Little outcome information is available about posturography training. These procedures involves a moving platform coupled to a computer monitor. The patient is asked to keep their center of pressure within a box on the screen or to track a visual target by shifting their weight on the platform. Typically two sessions are given per week over several weeks. In our opinion, this procedure seems unlikely to promote neuroplasticity or adaptation (because it is too short), but it might assist individuals in forming internal models of their body and the outside world. Forming and recalibrating internal models is certainly a worthwhile endeavor, critical to recovery from lesions. It seems likely to occur in time whether or not a device like this is available, but the progress of revising an internal model might be accelerated through guided practice.
Regarding data, two recent studies suggested that there is no benefit from the Smart Balance-master training paradigm over conventional PT for acute stroke balance rehabilitation (Walker et al, 2000; Geiger et al, 2001). In our opinion, these studies are flawed because in this situation, it would seem to us that the effects of the training might be obscured by natural time dependent neural processes involved in stroke recovery that would progress with or without a daily 30 minute exposure to a training device.

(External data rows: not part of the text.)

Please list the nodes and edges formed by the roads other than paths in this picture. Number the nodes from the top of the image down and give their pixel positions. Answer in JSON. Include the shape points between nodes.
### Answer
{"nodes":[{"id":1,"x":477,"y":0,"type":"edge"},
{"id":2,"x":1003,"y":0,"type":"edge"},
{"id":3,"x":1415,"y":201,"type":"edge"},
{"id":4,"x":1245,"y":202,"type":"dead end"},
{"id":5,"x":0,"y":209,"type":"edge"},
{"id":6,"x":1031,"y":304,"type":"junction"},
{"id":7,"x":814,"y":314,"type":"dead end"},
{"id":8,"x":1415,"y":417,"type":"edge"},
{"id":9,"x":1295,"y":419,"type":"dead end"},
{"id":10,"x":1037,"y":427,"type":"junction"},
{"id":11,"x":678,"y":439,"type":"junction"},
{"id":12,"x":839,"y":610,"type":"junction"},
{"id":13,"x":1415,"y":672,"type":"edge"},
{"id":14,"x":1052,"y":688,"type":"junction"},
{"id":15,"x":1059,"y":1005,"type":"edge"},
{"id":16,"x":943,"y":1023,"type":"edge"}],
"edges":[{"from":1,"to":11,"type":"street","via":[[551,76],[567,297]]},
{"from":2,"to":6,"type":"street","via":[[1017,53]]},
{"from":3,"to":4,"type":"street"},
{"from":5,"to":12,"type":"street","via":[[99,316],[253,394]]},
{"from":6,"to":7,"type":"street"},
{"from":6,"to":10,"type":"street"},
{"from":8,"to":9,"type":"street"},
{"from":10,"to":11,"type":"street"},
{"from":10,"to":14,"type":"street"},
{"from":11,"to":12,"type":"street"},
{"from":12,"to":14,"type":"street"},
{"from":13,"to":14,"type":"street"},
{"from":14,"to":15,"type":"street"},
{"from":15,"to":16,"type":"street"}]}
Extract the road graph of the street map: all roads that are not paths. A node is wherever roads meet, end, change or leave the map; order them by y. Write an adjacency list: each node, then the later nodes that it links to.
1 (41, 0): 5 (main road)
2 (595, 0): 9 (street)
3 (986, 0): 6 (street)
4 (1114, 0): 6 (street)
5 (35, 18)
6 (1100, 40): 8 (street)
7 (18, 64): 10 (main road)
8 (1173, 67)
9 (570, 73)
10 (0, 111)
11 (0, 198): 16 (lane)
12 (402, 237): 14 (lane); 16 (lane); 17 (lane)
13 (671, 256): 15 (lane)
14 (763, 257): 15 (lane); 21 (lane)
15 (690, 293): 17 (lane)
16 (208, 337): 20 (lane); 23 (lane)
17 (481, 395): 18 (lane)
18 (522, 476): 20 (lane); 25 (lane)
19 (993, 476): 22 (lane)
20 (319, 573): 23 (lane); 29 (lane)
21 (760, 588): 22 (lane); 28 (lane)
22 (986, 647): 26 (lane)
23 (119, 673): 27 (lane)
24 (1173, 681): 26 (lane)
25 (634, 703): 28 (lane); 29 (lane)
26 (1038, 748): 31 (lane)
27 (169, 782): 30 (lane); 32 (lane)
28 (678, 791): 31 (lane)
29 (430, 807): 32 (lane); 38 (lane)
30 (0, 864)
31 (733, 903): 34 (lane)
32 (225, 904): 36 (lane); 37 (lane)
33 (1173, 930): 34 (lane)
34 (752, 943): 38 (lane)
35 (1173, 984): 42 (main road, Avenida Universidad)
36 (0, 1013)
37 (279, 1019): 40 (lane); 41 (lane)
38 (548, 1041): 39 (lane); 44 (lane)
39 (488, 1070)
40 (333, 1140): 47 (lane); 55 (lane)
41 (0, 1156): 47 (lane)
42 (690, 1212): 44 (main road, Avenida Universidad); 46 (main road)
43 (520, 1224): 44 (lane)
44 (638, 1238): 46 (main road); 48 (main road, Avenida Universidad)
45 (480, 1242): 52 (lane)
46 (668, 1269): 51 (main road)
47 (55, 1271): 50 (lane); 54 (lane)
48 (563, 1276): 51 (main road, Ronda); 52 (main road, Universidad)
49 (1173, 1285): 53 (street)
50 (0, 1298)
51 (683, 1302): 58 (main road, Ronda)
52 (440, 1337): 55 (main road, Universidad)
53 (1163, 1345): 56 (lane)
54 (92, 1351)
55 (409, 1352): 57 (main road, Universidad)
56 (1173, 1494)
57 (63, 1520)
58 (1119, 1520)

Also, study of strokes seems to us a poor choice of model as it is very difficult to find a large number of people with stroke who have exactly the same size, and location of their neurological lesion.
Nevertheless, as noted above, there are some theoretical reasons to suspect that such devices might be helpful in accelerating the pace of recovery even though the exposure time is short. Additional studies are needed to determine the utility of these devices in other contexts than acute stroke such as vestibular imbalance or loss. One interesting question would be to see whether these devices have utility in more static clinical situations (such as a person who has had imbalance for several years). Another would be to examine the utility of these devices in contexts where the lesion perturbing balance is well understood, standardized and acute.
Virtual reality seems like a particularly promising method of treating people with inappropriate visual dependence. It seems a lot more likely to work than smearing vasoline on ones glasses (see above). Perons with visual dependence are the people who get sick from looking at ceiling fans, or going to the Omnimax. Virtual reality is new, and at present, there are few studies that bear on this intervention. There has been some preliminary work done by Viirre, suggesting that virtual reality may help assist in increasing abnormally low vestibular ocular reflex gain (Virre and Sitarz, 2002)
We have put this section at the end as it is likely to be uninteresting to most. Measuring response is more difficult than it sounds. There are several difficulties:
Probably the most valid measure right now are subjective measures (i.e. questionnaires). An example of this is the DHI or dizziness handicap inventory and the activities-specific confidence scale (ABC). Other examples are listed here. Nevertheless these measures are greatly handicapped by their intrinsic variability, and tendency for people to scale their responses according to what they think they should be doing, rather than actual performance.
Other measures of "balance" include posturography, rotatory chair testing, ENG testing, and mobility oriented scales such as the timed "get up and go" test, and the Berg balance scale.